Scan the records below, and wherever a line has the word "улица", pull it out.

====== DATA

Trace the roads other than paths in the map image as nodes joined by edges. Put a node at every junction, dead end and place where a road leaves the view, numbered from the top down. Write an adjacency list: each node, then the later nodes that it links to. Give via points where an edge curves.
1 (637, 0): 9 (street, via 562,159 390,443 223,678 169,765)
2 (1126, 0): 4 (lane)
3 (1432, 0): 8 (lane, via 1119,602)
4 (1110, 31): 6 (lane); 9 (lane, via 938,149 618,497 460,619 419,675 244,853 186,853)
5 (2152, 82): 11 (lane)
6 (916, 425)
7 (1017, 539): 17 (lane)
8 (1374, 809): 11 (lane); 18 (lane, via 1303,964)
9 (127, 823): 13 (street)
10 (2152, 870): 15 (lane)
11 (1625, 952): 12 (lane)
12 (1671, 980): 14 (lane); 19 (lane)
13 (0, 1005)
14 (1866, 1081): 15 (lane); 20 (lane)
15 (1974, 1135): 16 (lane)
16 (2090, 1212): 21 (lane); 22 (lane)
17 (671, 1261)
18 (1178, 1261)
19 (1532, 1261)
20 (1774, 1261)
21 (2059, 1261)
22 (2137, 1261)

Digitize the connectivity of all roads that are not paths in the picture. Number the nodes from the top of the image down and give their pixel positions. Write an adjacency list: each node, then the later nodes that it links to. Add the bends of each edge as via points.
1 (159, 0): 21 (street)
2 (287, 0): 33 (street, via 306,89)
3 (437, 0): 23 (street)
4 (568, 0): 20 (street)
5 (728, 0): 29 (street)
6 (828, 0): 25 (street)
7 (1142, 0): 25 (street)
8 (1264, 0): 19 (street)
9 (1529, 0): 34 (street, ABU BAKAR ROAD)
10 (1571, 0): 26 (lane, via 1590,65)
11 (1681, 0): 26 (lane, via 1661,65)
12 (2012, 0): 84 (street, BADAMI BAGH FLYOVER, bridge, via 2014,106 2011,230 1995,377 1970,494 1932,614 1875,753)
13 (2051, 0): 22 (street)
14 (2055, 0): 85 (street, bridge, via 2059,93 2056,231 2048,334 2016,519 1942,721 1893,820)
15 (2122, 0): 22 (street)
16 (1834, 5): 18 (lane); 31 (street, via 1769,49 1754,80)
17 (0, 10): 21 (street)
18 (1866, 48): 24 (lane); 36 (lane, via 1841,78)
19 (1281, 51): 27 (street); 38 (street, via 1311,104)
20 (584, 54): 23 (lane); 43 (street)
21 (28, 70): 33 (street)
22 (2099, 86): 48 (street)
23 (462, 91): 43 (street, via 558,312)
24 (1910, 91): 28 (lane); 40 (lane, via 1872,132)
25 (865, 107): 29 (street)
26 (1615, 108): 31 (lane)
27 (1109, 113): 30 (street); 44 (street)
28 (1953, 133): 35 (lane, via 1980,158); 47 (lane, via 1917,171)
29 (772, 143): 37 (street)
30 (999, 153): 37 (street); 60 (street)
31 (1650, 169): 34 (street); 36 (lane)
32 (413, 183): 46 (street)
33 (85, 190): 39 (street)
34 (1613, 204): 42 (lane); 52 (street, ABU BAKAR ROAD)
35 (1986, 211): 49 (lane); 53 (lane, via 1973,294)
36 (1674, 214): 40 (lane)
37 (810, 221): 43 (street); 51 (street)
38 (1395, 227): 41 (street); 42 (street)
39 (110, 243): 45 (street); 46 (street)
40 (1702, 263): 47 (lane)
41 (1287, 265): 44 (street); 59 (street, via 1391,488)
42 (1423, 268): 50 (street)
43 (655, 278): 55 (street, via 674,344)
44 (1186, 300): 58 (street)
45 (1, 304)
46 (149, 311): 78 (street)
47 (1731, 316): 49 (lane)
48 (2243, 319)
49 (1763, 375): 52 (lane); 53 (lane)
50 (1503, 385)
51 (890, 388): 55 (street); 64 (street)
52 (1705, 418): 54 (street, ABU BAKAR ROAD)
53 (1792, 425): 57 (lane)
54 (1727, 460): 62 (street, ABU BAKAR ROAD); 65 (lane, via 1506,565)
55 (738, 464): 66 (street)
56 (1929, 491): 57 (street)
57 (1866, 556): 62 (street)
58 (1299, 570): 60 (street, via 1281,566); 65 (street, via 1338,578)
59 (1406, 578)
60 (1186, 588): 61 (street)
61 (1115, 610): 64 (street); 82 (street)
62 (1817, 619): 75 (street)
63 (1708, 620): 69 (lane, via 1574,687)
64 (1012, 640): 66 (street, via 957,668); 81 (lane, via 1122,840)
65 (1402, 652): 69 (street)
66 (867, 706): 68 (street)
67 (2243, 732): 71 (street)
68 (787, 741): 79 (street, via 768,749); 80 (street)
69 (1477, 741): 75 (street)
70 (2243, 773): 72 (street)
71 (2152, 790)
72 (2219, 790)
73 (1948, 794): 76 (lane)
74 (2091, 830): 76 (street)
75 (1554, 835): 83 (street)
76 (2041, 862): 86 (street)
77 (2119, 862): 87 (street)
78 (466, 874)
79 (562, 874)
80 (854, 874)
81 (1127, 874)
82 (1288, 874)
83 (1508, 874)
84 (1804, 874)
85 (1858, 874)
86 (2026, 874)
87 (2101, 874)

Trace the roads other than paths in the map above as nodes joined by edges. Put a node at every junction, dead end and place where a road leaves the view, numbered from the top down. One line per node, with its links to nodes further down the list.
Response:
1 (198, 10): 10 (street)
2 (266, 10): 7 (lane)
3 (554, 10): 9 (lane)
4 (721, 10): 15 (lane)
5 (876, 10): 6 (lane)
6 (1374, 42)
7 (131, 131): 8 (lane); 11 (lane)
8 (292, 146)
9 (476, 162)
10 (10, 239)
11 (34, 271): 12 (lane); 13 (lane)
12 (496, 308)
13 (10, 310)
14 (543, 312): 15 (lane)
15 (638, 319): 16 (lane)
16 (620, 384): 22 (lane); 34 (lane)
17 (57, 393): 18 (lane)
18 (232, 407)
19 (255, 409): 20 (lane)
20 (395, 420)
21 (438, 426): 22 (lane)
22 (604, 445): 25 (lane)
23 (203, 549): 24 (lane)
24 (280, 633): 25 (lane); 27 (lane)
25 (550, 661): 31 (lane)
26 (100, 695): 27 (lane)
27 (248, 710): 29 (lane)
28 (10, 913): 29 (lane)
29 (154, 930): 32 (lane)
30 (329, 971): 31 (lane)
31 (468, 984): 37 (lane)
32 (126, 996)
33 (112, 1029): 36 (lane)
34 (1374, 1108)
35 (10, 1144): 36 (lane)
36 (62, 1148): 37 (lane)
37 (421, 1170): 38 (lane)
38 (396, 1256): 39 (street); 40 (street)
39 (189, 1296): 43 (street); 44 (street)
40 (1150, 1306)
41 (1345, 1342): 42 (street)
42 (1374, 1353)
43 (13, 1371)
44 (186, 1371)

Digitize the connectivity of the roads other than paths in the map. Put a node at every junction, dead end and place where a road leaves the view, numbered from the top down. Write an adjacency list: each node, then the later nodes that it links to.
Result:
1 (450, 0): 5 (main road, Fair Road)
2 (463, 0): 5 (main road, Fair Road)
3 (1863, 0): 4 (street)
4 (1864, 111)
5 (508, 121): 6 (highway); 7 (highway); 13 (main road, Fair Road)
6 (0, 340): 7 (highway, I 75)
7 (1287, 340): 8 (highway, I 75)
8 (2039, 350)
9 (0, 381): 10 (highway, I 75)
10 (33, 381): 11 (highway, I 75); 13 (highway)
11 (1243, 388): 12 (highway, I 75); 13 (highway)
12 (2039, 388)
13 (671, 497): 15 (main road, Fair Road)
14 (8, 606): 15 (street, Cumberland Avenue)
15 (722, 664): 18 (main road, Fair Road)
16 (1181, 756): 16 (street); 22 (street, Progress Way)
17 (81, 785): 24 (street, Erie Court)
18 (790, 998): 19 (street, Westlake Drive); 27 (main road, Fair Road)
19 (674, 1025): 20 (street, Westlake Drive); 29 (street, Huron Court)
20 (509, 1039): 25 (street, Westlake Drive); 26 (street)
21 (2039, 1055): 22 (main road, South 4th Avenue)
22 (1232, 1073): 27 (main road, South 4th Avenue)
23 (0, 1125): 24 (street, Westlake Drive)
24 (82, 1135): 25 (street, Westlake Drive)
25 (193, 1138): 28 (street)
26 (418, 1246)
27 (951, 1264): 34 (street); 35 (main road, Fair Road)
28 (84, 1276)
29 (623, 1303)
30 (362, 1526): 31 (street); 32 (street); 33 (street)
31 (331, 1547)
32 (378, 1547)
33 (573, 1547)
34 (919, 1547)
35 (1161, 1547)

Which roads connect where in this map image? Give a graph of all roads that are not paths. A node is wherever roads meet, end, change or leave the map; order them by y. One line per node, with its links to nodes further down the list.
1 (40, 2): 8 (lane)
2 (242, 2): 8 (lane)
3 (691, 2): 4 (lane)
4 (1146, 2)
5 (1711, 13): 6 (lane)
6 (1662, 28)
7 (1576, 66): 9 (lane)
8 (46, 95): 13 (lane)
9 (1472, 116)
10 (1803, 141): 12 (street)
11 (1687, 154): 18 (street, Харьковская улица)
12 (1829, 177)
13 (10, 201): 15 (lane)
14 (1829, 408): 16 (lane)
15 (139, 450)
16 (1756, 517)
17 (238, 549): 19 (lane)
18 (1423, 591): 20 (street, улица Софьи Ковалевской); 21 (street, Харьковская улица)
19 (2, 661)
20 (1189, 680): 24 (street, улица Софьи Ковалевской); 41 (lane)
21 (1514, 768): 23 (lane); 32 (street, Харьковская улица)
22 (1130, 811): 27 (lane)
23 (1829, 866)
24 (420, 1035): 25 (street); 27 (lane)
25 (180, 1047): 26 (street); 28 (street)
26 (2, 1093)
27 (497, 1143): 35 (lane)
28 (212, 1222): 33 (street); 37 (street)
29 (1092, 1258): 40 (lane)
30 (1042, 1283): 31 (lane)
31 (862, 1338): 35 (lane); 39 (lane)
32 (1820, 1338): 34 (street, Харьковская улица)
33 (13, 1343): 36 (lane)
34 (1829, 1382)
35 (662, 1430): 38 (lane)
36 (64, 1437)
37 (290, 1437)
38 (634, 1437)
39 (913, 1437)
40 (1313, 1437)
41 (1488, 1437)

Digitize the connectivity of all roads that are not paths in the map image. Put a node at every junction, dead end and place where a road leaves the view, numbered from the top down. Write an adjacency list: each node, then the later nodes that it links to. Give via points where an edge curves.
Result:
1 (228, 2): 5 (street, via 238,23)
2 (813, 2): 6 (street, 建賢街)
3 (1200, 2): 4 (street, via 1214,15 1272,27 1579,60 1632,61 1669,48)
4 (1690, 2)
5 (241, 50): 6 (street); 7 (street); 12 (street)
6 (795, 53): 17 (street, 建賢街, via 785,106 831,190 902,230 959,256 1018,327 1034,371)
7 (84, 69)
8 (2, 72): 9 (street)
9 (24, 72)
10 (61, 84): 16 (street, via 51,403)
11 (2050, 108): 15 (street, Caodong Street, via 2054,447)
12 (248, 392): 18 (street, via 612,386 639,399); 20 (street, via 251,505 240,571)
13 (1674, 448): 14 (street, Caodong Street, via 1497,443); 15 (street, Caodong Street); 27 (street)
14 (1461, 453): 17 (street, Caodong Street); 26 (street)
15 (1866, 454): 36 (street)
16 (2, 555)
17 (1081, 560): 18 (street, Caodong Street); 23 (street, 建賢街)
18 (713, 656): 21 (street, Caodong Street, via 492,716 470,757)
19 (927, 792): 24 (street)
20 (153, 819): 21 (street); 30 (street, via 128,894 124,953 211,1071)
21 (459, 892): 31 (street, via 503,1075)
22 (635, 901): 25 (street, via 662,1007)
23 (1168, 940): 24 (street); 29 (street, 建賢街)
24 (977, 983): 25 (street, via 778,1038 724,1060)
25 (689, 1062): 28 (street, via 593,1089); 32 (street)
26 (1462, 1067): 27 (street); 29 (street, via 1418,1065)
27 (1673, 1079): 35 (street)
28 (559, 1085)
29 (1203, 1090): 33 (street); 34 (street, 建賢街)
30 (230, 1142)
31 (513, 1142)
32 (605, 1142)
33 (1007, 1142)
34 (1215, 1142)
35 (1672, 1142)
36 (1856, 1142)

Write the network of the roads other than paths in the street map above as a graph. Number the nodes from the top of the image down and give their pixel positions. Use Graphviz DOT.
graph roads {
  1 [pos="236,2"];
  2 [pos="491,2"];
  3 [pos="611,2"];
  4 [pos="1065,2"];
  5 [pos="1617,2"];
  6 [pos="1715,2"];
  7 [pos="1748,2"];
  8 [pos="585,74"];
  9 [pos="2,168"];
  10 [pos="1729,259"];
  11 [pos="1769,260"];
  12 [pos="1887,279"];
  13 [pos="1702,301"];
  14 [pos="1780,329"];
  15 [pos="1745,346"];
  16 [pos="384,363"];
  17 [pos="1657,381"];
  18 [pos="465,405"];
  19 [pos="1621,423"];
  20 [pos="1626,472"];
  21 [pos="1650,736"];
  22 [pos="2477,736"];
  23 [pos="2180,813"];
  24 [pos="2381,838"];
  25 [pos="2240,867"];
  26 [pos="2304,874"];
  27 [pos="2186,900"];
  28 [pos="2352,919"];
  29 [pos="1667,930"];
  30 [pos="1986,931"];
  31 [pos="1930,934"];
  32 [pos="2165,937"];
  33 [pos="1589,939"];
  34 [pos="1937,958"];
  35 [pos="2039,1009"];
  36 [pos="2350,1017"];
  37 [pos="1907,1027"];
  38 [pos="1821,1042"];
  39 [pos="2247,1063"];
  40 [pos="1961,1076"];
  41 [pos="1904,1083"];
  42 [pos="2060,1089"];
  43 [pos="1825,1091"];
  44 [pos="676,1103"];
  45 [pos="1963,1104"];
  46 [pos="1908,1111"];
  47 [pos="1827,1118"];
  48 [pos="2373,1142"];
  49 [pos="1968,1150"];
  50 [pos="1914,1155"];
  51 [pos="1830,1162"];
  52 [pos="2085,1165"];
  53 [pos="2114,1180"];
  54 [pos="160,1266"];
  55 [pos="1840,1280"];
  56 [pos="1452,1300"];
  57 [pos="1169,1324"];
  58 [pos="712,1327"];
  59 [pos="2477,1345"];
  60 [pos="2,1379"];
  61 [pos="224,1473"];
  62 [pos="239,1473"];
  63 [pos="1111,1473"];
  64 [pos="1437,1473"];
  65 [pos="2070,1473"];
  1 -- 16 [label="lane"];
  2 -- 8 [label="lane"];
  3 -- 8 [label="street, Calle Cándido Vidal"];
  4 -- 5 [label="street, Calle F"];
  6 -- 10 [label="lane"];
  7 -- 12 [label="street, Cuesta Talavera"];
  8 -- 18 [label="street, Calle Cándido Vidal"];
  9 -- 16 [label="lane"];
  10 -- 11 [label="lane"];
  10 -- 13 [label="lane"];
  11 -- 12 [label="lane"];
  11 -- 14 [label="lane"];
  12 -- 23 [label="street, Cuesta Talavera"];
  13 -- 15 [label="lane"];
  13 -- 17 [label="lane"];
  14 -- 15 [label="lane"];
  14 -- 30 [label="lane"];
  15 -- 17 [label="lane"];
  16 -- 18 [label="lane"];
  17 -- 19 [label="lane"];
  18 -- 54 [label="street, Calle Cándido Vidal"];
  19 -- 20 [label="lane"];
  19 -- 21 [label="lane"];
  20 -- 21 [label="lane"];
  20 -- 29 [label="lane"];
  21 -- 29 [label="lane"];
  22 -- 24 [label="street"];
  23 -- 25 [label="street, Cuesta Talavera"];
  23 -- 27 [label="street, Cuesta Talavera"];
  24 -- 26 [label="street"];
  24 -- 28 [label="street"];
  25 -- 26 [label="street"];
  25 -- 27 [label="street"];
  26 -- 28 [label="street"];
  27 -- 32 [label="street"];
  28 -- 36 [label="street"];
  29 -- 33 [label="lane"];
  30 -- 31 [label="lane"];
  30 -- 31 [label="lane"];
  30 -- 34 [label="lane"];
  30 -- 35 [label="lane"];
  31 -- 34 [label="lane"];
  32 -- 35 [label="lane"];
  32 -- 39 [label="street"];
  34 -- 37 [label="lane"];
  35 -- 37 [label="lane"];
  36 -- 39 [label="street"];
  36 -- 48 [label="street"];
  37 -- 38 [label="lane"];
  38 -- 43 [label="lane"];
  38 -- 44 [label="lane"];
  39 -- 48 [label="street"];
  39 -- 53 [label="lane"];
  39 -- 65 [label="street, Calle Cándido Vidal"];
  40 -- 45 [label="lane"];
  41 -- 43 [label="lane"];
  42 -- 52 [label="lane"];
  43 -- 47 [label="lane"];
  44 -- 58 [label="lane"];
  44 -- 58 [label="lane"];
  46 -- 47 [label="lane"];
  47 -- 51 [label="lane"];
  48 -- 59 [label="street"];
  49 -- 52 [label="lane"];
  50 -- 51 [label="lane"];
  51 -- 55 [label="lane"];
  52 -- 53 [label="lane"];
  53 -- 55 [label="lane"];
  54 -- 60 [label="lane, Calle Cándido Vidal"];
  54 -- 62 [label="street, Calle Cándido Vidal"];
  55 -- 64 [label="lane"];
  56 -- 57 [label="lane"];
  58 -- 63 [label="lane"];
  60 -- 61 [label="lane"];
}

============

*ANSWER*.
11 (1687, 154): 18 (street, Харьковская улица)
18 (1423, 591): 20 (street, улица Софьи Ковалевской); 21 (street, Харьковская улица)
20 (1189, 680): 24 (street, улица Софьи Ковалевской); 41 (lane)
21 (1514, 768): 23 (lane); 32 (street, Харьковская улица)
32 (1820, 1338): 34 (street, Харьковская улица)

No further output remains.